Anyway, on controlling dreams. Mr. Watts' meandering on the possibilities is certainly more interesting than pondering God's boredom, even if it is not really any more relevant. He narrates the possibilities enticingly. We would move ourselves limitless through time and space. We would follow each of the infinite possibilities created by the choices we would make. We could rocket ourselves through distant stars and galaxies to endless Earths and not-so-Earths. We could dive to the depths of the sea to visit places and species no man has ever seen before. We could create an unending set of situations for an infinity of characters. We could travel through unremembered pasts and futures that might never come to pass. It's a comfortable and comforting idea that our dreams might have more meaning than random synapses firing while our cognitive mind rests. Mr. Watts draws us back from our infinite wandering to dreaming the existence which we now live. Is he proposing that our reality is the dream of some metaphysical us? Is that how the poster mentioned above made his or her leap to the idea that human existence is a manifestation of God's bored dreaming? Are each of our metaphysical selves particles of the godhead? Did we create reality out of our of bored dreaming?

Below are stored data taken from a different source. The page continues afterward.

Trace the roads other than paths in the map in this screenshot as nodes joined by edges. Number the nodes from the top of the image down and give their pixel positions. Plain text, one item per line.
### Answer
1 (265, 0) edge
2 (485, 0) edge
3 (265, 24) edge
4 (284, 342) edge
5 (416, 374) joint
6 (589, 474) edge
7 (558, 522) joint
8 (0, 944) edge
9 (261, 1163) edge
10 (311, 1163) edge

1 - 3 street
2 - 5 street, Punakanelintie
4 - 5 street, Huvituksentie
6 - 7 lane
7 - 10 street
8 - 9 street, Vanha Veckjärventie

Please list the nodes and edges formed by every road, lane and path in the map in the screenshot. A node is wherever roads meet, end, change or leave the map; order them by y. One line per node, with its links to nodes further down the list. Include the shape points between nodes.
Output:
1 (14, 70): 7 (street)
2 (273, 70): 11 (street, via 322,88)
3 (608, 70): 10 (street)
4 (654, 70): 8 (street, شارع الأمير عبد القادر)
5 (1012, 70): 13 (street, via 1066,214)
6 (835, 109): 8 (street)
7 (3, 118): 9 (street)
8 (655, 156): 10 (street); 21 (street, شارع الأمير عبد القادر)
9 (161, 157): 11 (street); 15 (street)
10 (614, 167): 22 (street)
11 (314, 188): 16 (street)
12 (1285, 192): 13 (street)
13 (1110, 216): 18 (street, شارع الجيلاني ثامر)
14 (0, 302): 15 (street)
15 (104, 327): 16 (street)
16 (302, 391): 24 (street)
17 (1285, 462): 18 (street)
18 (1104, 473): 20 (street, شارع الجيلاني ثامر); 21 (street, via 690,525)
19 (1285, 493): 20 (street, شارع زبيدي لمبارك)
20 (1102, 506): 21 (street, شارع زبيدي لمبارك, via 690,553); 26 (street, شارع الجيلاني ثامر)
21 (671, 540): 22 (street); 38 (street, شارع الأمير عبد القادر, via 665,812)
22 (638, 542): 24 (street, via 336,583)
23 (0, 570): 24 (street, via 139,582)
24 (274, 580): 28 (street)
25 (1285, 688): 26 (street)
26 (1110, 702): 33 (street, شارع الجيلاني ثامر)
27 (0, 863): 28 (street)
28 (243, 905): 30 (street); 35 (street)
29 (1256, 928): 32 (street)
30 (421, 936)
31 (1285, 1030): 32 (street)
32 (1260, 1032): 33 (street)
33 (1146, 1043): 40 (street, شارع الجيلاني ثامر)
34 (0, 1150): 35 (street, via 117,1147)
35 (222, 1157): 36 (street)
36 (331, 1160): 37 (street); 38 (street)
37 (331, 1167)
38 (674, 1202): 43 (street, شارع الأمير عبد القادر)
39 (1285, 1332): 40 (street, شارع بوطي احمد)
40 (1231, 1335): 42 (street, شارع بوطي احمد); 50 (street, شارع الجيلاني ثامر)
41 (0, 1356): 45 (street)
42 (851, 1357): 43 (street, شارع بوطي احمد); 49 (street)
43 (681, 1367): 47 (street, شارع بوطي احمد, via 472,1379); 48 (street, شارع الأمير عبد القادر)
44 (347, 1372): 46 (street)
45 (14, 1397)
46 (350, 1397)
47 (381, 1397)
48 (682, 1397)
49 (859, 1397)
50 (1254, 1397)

I can't follow Mr. Watts there because the conclusion of our self-creation is only momentarily interesting. Or, put differently, I can't stay with him there. It's not a conclusion. It's just an abrupt end to the mental gymnastics of infinite imagination. It begs the question of ultimate creation. If our über selves created our subjective reality, then what created those selves? Are our ethereal selves the product of the ultimate hen? It further puts aside an answer to why all of our metaphysical selves would dream the same reality simultaneously. Maybe the infinity of possibilities includes that situation. It's a conclusion that isn't a conclusion at all, but just another theory on the nature of reality that lacks proving.
Well, I'm awake now, so it's getting harder to mentally wander around because I feel like I should be doing something. Anyway, thanks for coming along for the ride.